(Saved data entries)
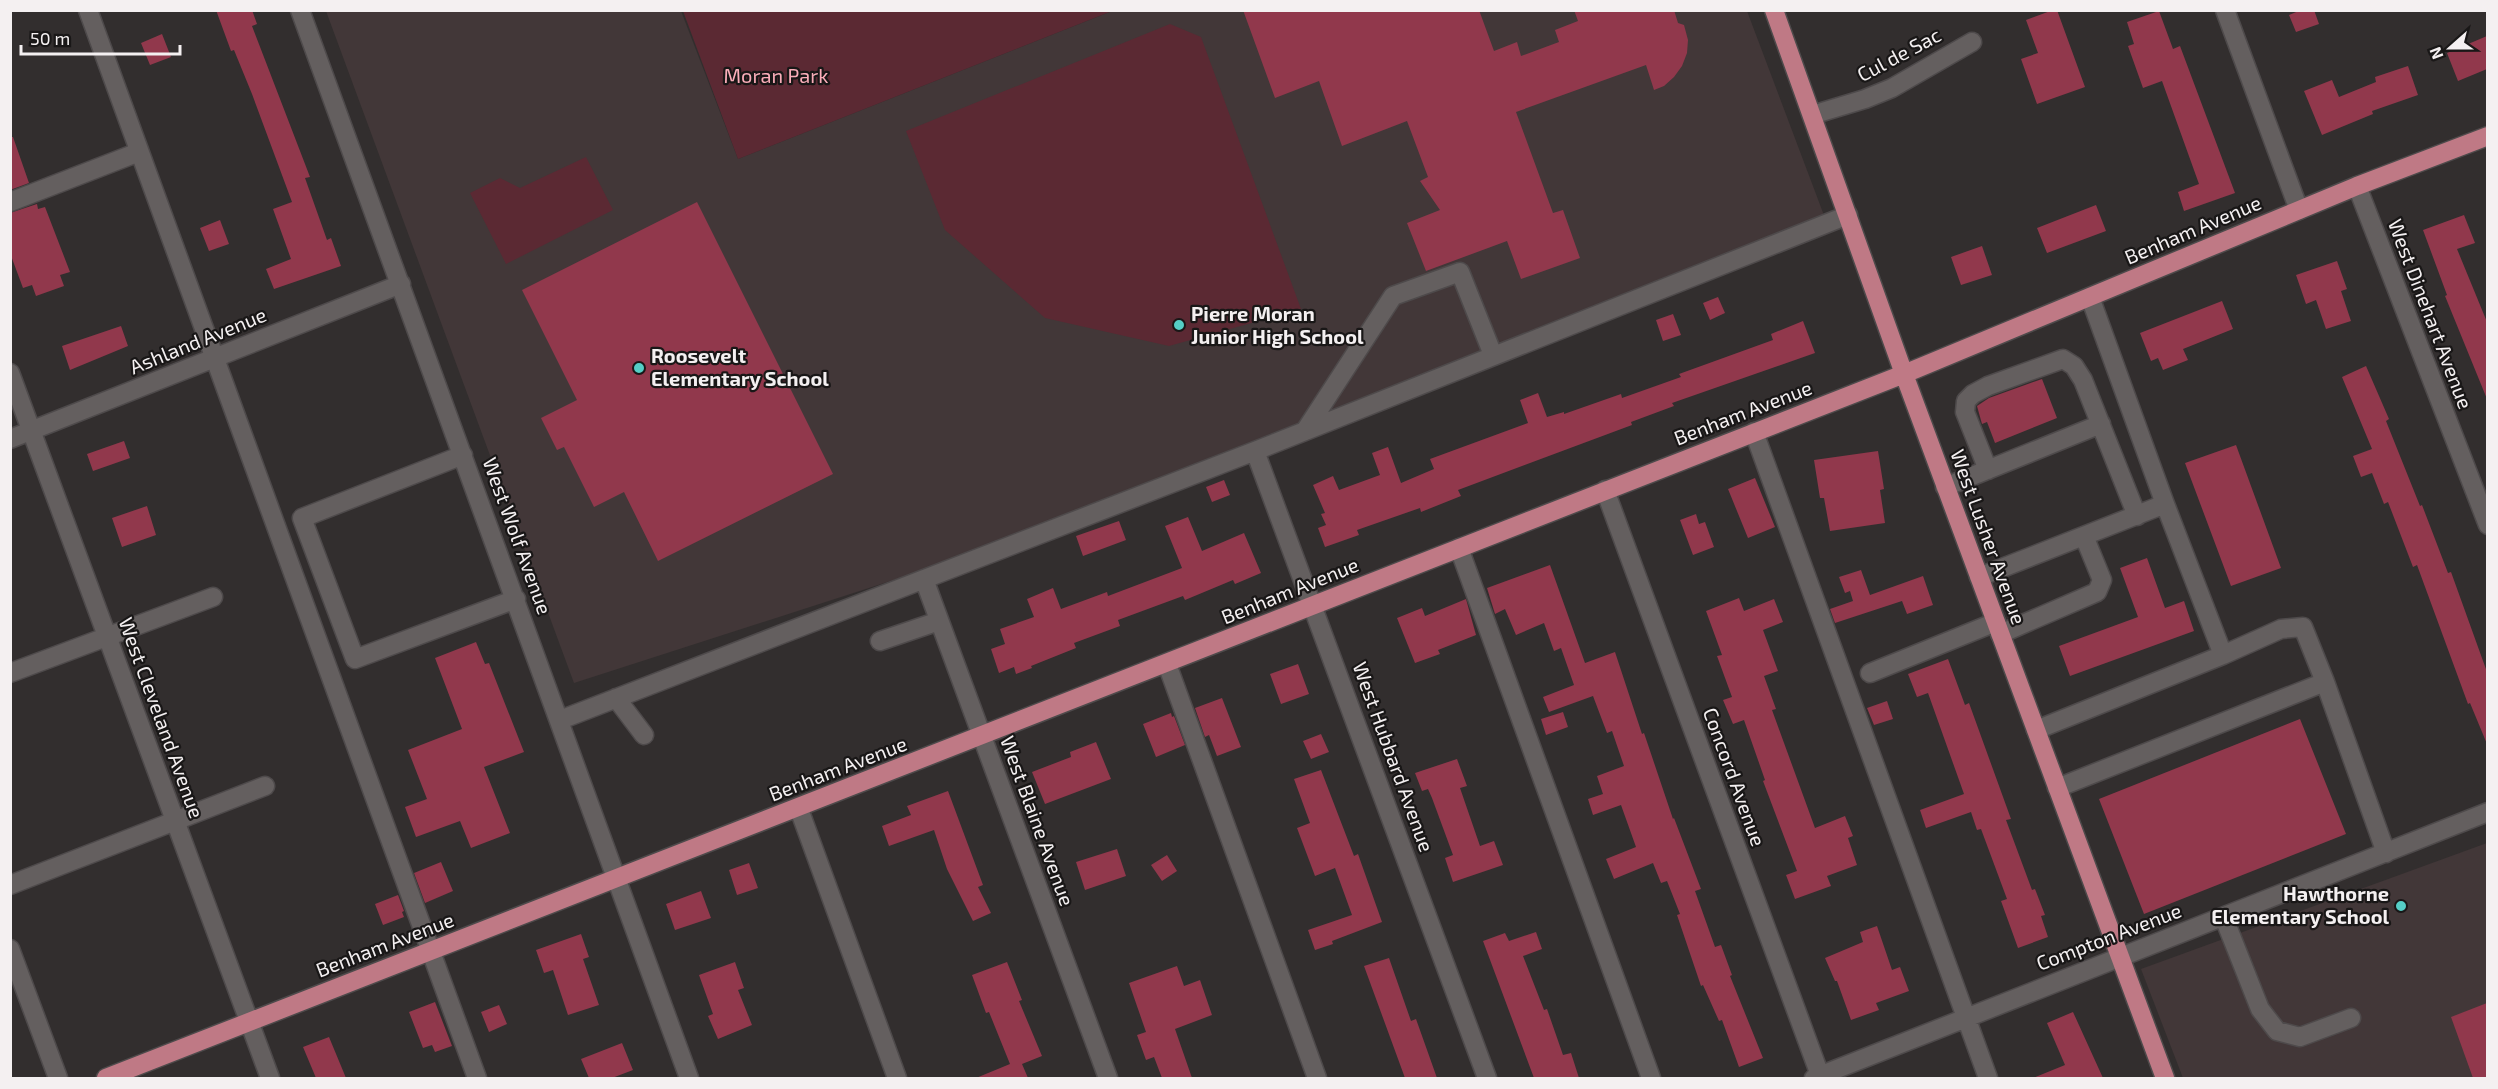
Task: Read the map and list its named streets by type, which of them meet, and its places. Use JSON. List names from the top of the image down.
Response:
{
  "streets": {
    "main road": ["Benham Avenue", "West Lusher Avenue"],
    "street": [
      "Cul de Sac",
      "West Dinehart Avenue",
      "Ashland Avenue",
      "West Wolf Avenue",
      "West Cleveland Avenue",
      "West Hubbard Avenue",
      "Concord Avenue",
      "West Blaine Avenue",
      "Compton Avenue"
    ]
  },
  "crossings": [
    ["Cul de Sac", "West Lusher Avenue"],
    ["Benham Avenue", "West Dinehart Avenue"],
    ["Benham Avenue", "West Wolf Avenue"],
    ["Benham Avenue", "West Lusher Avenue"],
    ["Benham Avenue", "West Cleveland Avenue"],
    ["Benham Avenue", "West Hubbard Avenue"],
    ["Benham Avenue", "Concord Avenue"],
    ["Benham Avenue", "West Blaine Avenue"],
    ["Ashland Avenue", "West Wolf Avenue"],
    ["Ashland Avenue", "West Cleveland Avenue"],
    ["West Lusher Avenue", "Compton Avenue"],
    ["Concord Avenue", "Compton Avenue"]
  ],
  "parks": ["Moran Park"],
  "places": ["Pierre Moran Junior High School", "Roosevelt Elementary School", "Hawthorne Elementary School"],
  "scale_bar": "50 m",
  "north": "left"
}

Work order |
A faithful copy of all the data above is required, printed exactly and with no pictures.

Response area |
Task: Read the map and list its named streets by type, which of them meet, and its places. Use JSON. List names from the top of the image down.
Response:
{
  "streets": {
    "main road": ["Benham Avenue", "West Lusher Avenue"],
    "street": [
      "Cul de Sac",
      "West Dinehart Avenue",
      "Ashland Avenue",
      "West Wolf Avenue",
      "West Cleveland Avenue",
      "West Hubbard Avenue",
      "Concord Avenue",
      "West Blaine Avenue",
      "Compton Avenue"
    ]
  },
  "crossings": [
    ["Cul de Sac", "West Lusher Avenue"],
    ["Benham Avenue", "West Dinehart Avenue"],
    ["Benham Avenue", "West Wolf Avenue"],
    ["Benham Avenue", "West Lusher Avenue"],
    ["Benham Avenue", "West Cleveland Avenue"],
    ["Benham Avenue", "West Hubbard Avenue"],
    ["Benham Avenue", "Concord Avenue"],
    ["Benham Avenue", "West Blaine Avenue"],
    ["Ashland Avenue", "West Wolf Avenue"],
    ["Ashland Avenue", "West Cleveland Avenue"],
    ["West Lusher Avenue", "Compton Avenue"],
    ["Concord Avenue", "Compton Avenue"]
  ],
  "parks": ["Moran Park"],
  "places": ["Pierre Moran Junior High School", "Roosevelt Elementary School", "Hawthorne Elementary School"],
  "scale_bar": "50 m",
  "north": "left"
}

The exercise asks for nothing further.